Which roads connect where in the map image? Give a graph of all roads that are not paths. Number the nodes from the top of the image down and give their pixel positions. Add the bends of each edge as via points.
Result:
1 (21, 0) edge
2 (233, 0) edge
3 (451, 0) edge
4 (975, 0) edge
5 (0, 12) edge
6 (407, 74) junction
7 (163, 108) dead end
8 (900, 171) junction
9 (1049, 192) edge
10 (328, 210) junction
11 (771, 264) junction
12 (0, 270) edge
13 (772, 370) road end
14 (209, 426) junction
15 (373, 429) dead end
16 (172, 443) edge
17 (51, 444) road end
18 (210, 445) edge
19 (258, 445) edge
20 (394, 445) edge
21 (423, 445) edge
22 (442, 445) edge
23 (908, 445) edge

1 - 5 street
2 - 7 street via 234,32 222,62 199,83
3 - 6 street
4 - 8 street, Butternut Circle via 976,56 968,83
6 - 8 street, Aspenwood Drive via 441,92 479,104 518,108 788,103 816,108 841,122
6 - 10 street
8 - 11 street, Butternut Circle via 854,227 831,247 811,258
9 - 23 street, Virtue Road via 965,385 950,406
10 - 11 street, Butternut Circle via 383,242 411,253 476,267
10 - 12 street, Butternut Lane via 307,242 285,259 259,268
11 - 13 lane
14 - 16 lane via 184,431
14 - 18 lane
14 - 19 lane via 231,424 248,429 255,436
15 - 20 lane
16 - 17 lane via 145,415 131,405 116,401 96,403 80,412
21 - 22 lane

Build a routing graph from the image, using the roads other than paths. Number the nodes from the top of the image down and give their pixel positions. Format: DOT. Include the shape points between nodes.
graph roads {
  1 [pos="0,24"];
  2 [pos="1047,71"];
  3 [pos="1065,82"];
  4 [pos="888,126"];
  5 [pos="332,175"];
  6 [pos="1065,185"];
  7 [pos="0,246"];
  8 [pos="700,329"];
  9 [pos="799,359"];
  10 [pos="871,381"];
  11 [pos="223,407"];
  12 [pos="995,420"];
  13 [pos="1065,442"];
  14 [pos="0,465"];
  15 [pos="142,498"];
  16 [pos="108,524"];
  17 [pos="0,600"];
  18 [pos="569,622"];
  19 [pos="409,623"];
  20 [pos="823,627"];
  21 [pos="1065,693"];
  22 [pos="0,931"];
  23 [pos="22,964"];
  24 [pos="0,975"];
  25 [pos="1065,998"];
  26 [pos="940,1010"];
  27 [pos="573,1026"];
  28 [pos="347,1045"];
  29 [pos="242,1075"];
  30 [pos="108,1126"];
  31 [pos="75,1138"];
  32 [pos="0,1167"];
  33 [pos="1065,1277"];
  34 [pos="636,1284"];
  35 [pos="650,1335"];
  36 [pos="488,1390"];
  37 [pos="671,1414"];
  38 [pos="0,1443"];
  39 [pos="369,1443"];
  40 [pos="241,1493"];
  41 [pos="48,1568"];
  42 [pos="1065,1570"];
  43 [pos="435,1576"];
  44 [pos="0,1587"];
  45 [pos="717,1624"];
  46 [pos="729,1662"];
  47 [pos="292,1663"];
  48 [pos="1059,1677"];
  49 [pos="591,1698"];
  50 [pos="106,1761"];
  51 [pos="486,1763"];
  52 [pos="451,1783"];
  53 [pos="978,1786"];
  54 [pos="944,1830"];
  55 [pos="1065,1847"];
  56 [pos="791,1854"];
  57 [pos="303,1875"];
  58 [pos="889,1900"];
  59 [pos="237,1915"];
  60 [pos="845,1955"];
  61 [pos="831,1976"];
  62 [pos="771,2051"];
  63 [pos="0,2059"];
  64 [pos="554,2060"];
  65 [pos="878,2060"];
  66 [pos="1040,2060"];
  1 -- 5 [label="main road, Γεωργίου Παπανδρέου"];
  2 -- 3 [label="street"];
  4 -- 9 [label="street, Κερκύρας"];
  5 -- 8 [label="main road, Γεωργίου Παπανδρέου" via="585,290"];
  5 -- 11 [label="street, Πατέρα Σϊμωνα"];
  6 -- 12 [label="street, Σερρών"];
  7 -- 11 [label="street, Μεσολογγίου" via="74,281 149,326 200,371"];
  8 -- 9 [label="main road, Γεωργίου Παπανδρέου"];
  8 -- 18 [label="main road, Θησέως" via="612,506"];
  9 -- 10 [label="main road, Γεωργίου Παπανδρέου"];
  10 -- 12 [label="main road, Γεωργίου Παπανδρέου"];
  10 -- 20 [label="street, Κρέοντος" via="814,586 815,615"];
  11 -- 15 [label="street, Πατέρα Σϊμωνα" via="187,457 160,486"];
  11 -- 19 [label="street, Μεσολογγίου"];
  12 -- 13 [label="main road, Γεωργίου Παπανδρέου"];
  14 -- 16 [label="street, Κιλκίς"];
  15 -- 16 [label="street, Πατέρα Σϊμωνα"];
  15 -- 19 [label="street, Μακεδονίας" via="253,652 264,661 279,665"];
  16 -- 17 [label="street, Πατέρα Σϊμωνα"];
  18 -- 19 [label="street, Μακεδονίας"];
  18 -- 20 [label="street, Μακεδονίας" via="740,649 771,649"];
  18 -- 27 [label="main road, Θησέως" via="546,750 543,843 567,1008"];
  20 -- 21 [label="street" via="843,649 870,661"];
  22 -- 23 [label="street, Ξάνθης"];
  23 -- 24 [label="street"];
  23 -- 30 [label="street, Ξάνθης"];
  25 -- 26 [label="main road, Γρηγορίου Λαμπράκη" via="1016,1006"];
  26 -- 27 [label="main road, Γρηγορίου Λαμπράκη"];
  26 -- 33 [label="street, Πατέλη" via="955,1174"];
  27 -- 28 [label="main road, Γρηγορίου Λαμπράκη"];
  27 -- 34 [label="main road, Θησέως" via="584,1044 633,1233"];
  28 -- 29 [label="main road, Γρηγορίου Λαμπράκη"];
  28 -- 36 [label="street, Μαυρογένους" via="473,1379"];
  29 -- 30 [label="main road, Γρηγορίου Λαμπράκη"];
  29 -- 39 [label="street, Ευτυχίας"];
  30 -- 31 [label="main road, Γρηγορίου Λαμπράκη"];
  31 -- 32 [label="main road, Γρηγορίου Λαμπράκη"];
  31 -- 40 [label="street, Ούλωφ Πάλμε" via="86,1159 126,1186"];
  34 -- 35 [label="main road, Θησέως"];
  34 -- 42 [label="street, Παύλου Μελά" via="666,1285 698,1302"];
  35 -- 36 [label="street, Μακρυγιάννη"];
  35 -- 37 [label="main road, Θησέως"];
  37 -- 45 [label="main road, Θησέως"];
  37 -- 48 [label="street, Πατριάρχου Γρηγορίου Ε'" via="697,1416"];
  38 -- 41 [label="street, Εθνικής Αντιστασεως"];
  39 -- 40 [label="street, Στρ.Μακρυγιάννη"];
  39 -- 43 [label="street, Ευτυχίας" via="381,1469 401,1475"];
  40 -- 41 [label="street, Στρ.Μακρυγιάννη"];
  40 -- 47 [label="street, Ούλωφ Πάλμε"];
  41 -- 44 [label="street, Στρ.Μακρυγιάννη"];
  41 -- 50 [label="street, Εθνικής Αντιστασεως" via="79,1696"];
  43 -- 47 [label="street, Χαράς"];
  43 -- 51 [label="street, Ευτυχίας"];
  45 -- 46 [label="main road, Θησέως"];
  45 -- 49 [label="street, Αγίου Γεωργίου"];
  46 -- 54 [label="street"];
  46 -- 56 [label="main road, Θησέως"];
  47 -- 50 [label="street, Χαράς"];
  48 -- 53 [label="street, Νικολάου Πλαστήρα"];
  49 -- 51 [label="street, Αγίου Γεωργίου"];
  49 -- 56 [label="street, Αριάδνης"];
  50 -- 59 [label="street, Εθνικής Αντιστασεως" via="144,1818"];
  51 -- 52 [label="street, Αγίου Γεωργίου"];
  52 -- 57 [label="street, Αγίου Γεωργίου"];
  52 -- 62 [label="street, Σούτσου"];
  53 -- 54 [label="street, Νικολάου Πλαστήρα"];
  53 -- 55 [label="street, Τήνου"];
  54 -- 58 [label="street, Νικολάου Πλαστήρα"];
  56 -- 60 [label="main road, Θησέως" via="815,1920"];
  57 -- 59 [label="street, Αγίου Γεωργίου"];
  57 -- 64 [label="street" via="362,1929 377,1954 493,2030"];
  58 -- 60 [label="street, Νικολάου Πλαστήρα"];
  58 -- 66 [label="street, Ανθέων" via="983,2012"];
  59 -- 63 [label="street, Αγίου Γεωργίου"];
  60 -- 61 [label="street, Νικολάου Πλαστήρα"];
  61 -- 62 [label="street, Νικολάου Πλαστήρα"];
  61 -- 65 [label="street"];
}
☆ ☆ ☆
## WHAT THE TASK ASKS:
Which lines above hold the string "paths"? Please copy all of them.

## RESPONSE:
Which roads connect where in the map image? Give a graph of all roads that are not paths. Number the nodes from the top of the image down and give their pixel positions. Add the bends of each edge as via points.
Build a routing graph from the image, using the roads other than paths. Number the nodes from the top of the image down and give their pixel positions. Format: DOT. Include the shape points between nodes.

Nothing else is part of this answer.